Zion Canyon is starting point for Zion’s most popular hikes, including the easy Riverside Walk and Weeping Rock trails, and the more demanding Watchman, Angel’s Landing, and The Narrows Trail. The box below gives a few tips on the Angel’s Landing hike.

Angel’s Landing is rated one of the 10 most dangerous hikes in the world. That’s because after a strenuous 2 mile uphill climb (though mostly paved), you now have less than a half a mile to the “summit”. It’s not until this point that the hike begins to get difficult. If you made it this far, you’re sitting on a sandy plateau catching your breath and drinking some water.

But you’re not done. Now, you get to traverse sandstone rock structures that will make your hair stand on end. And they should. For the next half mile, your conditioning, foot placement and hand placement may determine whether or not your survive the next hour of your life. You’re going to have to leave behind the well manicured, paved trail and trade it for sheer cliff.

Luckily, much of the remaining trail now has well-positioned chains that allow for an easier climb through the difficult and dangerous junctures. A signifiant number of people were dying on a yearly basis until these were put in place. Now that the chains are there, it’s been over 5 years since there’s been a death. Note, however, that you are NOT tethered, so your safety really relies on how much you “grab, grab, grab.” Try not to look down, and take it one step at a time.

After conquering Angel’s Landing (the peak in the background)

I would suggest alternating a strenuous or moderate hike in the morning (6-8am) with a few easy hikes after lunch. You can ride your bike to the trailhead at at daybreak and be done before the heat of the day sets in. There is a quick grill and a sit-down restaurant that are both open for lunch at the Zion Lodge which is shuttle stop 5. On especially hot days be sure to include a hike that takes you along the Virgin River for a quick dip. It’s recommended that in the semi-arid climate you drink a gallon of water daily.

The Virgin River

At the end of this day I suggest you take a trip into Springdale for dinner at one of their several restaurant choices. My favorites are Switchback Grill and the Thai Palace.

Day 3

For this final day I would fill in with the hikes you didn’t accomplish on day 2. Plan any strenuous ones for the early morning. Stop with a packed lunch along the Virgin River in a shady spot. Finish out your day getting the last photos of the amazing scenery and take a trail ride on horseback from the Zion Lodge (shuttle stop 5). Reserve a dinner table at the Zion Lodge and watch the sunset as you enjoy the views of ancient cottonwood trees and striated Canyon walls.

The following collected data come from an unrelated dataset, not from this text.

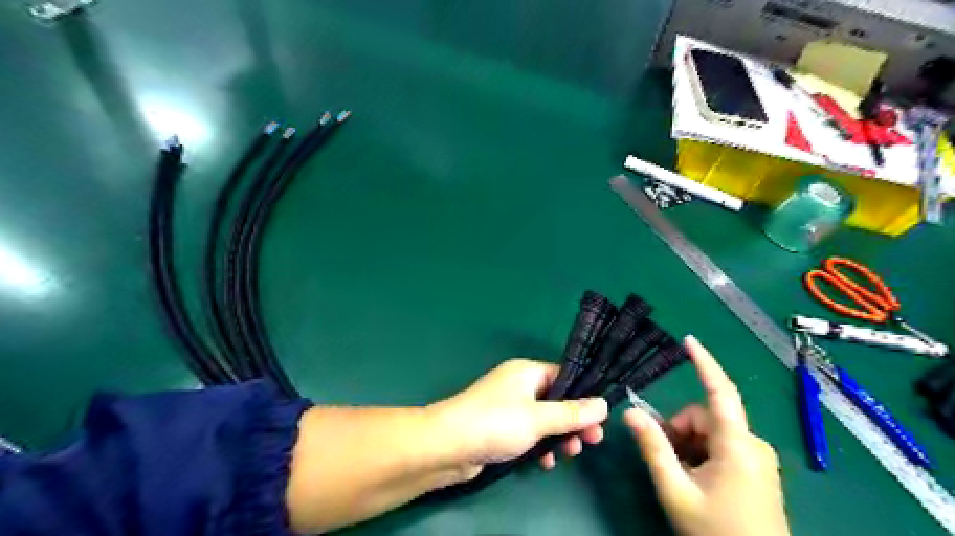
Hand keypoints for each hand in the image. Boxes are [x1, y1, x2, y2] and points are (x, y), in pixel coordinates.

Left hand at [430, 359, 607, 478]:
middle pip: (556, 400)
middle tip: (591, 442)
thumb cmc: (496, 423)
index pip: (564, 377)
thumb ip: (572, 413)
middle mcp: (518, 385)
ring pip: (543, 419)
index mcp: (527, 372)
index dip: (584, 397)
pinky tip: (544, 462)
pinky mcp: (500, 427)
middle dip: (573, 422)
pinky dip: (539, 444)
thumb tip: (604, 404)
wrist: (448, 445)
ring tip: (568, 454)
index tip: (600, 418)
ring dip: (558, 436)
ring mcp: (508, 407)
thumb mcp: (539, 418)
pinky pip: (528, 433)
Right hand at [621, 336, 790, 535]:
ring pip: (711, 432)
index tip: (689, 341)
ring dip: (688, 444)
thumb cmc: (716, 533)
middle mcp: (752, 444)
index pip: (721, 392)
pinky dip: (702, 453)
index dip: (705, 363)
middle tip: (665, 460)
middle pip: (705, 417)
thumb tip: (630, 412)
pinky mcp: (757, 468)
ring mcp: (758, 457)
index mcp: (737, 446)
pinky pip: (722, 446)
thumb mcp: (675, 491)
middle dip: (679, 430)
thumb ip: (653, 447)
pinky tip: (696, 479)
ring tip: (681, 476)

View from Zion Lodge’s restuarant

What To Pack For Hiking

Spring:

  • Insulated, light jacket or fleece for the mornings and evenings
  • Gloves
  • Warm hat
  • T shirts
  • • Pair of shorts
  • • Pairs of pants
  • • Long sleeve shirts (to layer if needed)
  • • Bathing suit
  • • Hiking Boots
  • • Sneakers
  • •Water shoes / sandals
  • • Neoprene socks
  • • Dry pants
  • • Walking stick
  • • Dry bag
  • •Camelbak or Water Bottle

Summer:

  • Windbreaker
  • T shirts
  • Shorts
  • Bathing suit
  • Hiking shoes
  • Hiking sandals
  • Pair of light pants
  • Walking stick
  • Dry bag
  • Camelbak or Water Bottle

Fall:

  • Fleece or insulated wind breaker
  • T shirts
  • Shorts
  • Bathing suit
  • Hiking shoes
  • Hiking sandals
  • Pairs of pants
  • Walking stick
  • Dry bag
  • Camelbak or Water Bottle

I’ll definitely be back to Zion NP soon!

SOURCES

Zion National Park Brochures and website

WineTraveler Blog at https://www.winetraveler.com/travel-resources/4-day-zion-national-park-itinerary-utah/

Navajo National Monument

After driving through Four Corners we headed for the Navajo National Monument. We had heard there were free campgrounds there so that was our initial reason for stopping. It was the halfway point between Pagosa Springs, CO and Zion National Park. I’m so glad we stopped there because it was such a great experience that we would have missed.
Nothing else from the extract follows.